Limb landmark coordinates
Start of Block

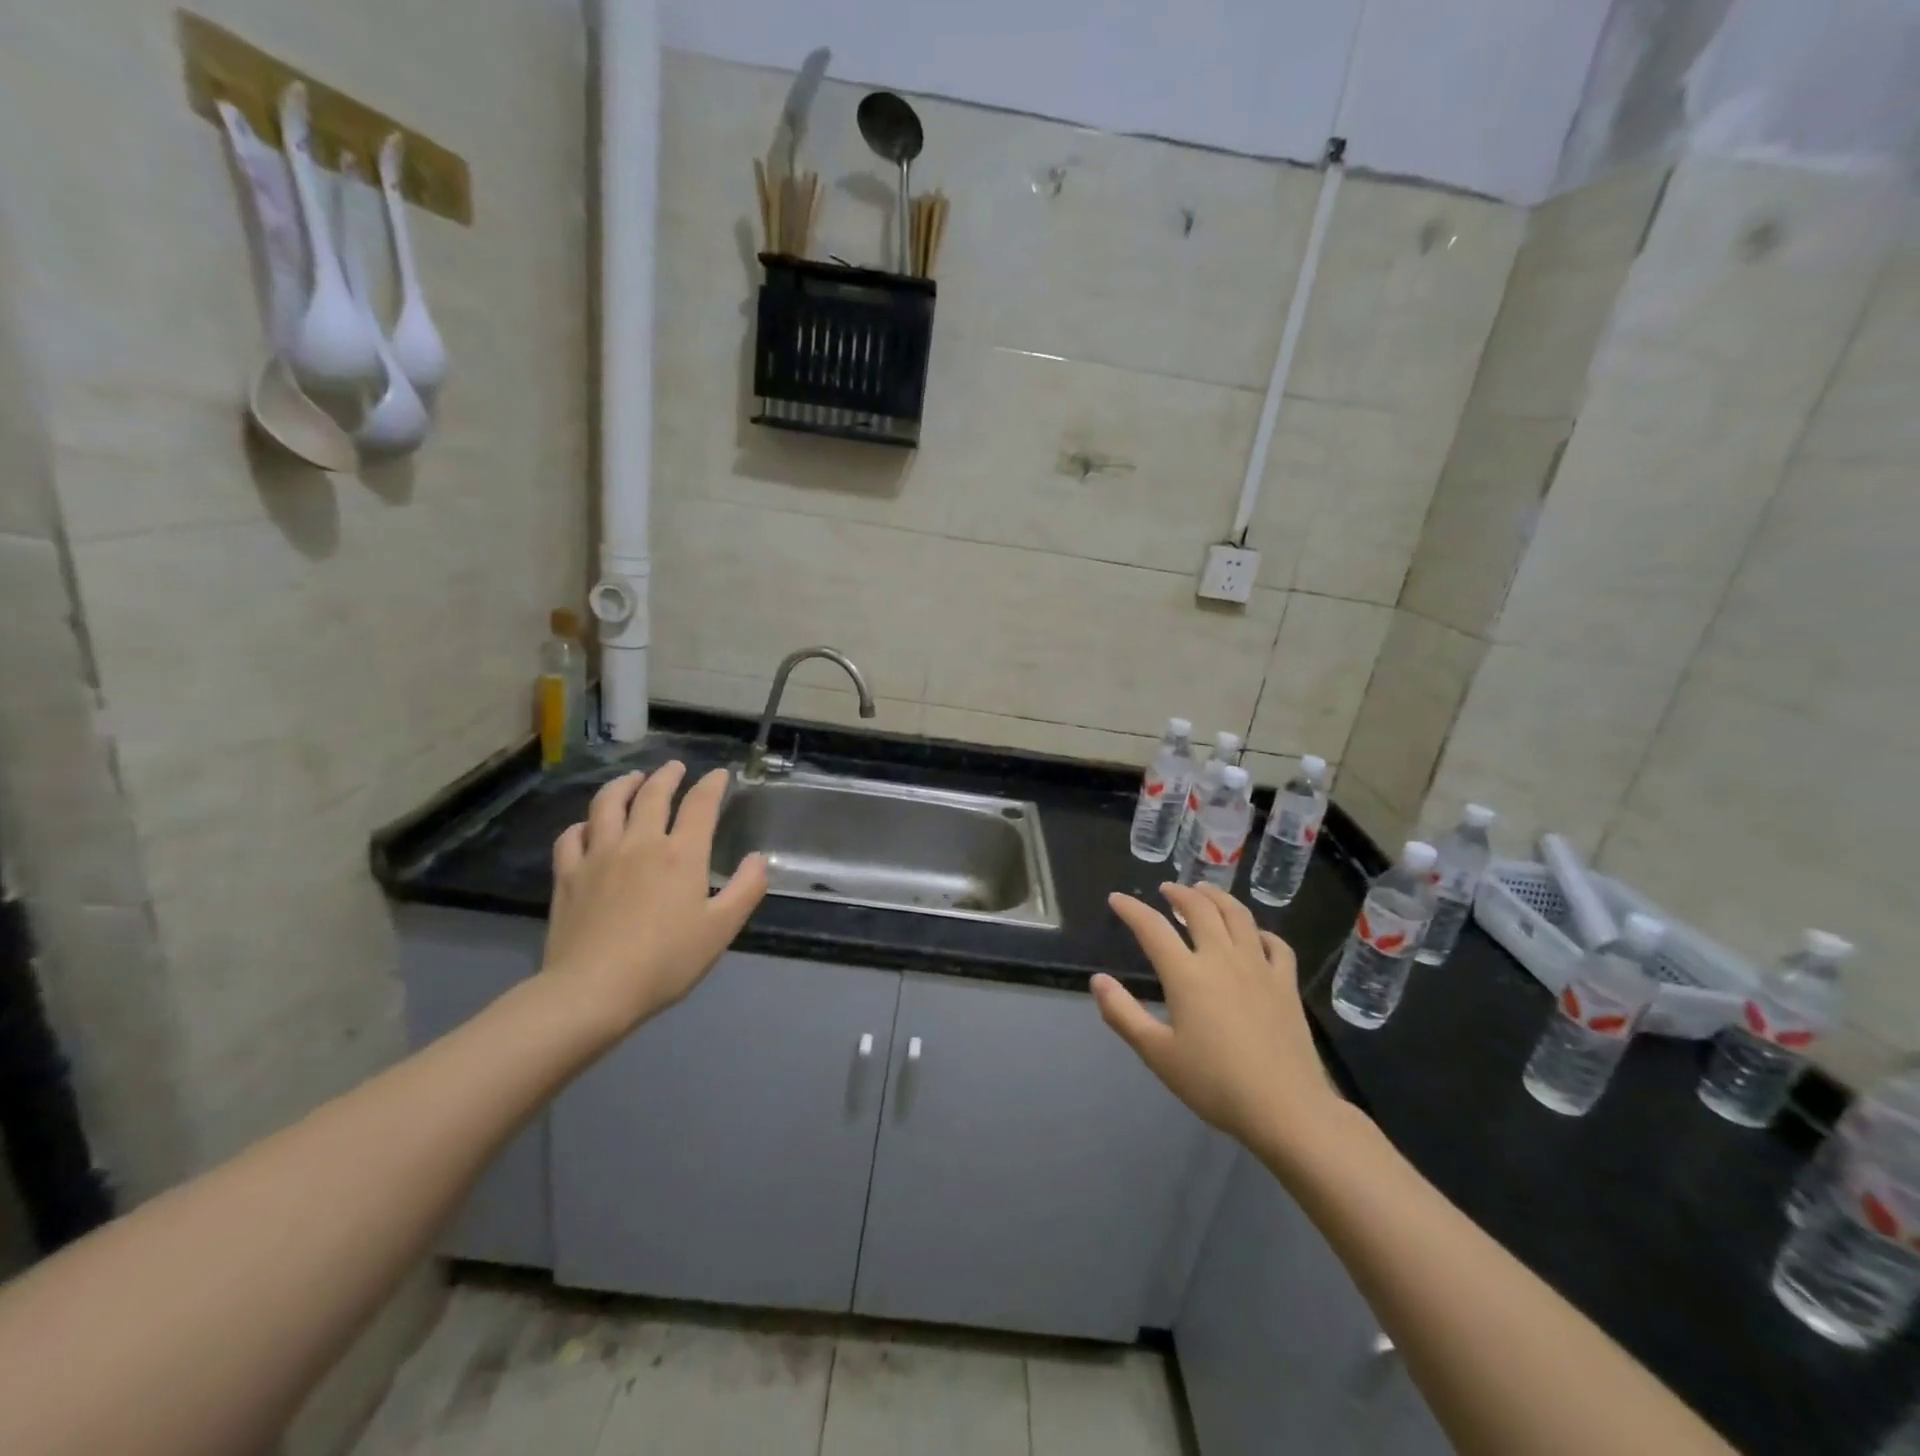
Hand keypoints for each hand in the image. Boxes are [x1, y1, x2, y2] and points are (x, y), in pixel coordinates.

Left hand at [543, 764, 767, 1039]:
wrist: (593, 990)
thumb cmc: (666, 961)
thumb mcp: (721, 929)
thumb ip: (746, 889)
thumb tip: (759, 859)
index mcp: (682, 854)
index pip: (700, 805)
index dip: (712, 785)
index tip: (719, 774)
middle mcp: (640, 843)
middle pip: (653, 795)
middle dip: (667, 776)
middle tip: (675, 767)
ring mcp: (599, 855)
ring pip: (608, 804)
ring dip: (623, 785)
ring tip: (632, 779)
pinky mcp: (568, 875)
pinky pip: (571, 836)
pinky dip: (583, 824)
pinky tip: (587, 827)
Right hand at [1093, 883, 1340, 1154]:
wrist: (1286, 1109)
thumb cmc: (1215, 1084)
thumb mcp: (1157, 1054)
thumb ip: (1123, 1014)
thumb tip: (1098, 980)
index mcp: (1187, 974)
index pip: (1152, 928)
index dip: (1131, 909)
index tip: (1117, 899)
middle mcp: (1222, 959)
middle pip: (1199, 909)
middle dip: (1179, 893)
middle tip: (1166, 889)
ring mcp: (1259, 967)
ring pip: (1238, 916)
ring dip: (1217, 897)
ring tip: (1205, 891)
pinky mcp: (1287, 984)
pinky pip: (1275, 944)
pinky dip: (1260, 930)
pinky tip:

End of Block
Start of Block

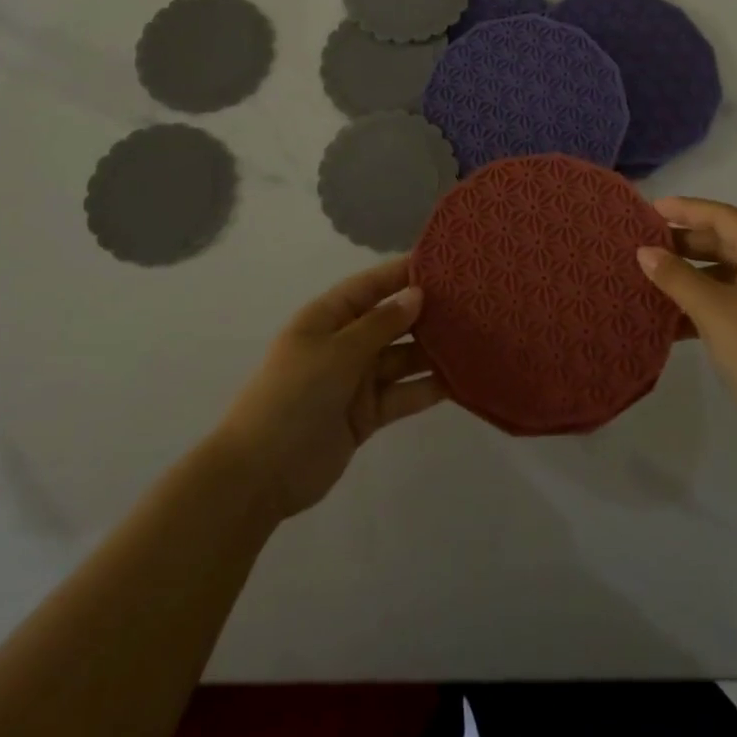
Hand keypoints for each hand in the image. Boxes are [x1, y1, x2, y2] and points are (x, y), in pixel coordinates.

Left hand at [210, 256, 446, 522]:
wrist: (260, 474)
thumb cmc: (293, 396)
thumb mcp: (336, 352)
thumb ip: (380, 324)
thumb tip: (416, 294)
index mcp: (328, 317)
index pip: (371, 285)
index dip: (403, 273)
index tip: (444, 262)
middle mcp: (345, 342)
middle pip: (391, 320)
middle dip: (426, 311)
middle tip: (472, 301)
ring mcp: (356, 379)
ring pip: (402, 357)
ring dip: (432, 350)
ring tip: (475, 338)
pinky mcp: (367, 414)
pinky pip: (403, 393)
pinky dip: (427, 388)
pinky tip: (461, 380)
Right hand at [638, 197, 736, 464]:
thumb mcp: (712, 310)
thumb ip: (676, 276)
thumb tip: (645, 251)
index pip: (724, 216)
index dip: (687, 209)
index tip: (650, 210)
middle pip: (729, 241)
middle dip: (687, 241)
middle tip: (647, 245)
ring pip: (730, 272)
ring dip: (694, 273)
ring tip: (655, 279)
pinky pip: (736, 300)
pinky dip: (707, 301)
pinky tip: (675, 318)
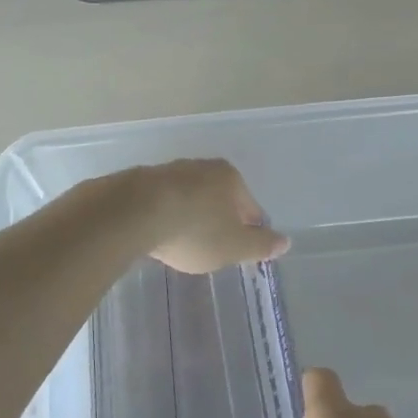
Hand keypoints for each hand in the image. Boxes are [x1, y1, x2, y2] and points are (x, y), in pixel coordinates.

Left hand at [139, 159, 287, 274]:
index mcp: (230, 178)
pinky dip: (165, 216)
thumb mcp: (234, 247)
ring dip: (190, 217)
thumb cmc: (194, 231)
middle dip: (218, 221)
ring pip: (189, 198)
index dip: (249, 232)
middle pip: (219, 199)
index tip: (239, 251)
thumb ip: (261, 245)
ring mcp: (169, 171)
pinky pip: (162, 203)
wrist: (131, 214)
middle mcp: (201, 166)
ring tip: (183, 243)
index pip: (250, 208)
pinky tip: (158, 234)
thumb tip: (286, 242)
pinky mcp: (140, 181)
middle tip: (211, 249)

End of Block
Start of Block

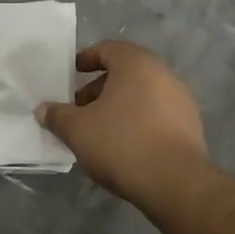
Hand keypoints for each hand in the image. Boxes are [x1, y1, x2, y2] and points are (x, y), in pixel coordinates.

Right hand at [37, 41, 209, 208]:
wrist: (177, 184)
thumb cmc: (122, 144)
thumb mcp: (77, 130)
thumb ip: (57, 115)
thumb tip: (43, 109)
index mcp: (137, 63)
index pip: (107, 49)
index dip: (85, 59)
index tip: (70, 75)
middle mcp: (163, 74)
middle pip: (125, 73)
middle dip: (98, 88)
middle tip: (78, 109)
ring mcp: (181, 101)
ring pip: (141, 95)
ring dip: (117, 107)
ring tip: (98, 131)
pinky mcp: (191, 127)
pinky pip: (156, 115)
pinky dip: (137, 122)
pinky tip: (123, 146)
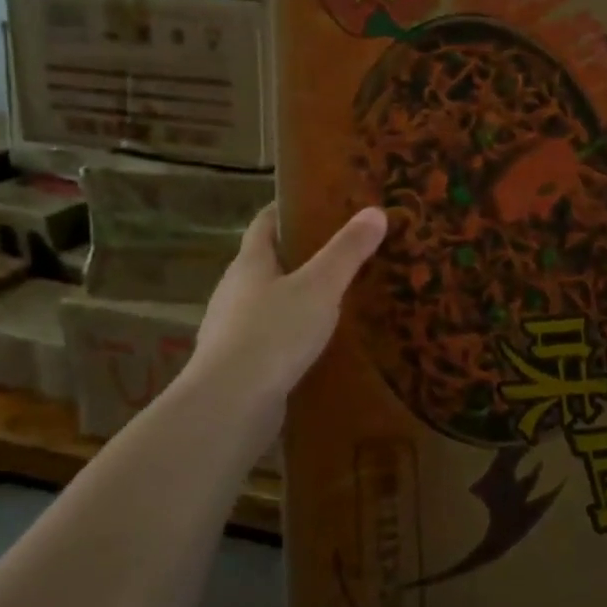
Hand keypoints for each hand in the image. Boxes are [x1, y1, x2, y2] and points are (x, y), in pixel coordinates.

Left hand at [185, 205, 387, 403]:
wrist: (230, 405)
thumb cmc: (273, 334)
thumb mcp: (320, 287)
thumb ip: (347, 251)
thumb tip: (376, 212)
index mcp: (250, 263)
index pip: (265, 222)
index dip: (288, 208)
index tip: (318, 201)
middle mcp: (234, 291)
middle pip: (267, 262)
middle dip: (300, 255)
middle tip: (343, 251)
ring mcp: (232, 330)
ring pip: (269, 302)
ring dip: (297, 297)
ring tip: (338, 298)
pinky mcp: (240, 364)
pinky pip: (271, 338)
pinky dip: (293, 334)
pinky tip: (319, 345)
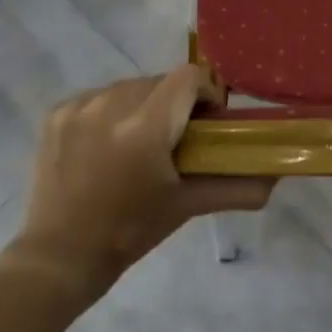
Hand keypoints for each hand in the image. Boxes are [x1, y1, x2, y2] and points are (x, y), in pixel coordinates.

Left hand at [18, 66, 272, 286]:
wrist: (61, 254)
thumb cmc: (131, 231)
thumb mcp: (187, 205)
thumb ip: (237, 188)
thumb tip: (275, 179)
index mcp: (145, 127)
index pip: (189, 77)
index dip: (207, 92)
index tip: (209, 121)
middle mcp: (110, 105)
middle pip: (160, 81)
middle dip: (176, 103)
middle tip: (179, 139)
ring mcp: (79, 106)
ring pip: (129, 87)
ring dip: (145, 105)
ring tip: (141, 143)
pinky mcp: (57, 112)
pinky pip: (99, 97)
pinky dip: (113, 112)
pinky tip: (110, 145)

End of Block

### PROMPT
Reproduce exactly the lines above from the line with "middle dip: (218, 221)" to the line with "middle tip: (211, 249)", including both, and add nothing.

### TASK RESULT
middle dip: (218, 221)
ring pip: (189, 198)
index dip: (249, 232)
middle pip: (219, 199)
index tip: (239, 251)
thumb ip: (261, 245)
ring mcp: (169, 171)
pinky pip: (162, 203)
wrist: (131, 214)
middle mcp: (201, 166)
ring tip: (183, 243)
index pip: (250, 208)
pinky tip: (158, 234)
thumb tip: (286, 242)
pinky mcp: (140, 181)
middle tip: (211, 249)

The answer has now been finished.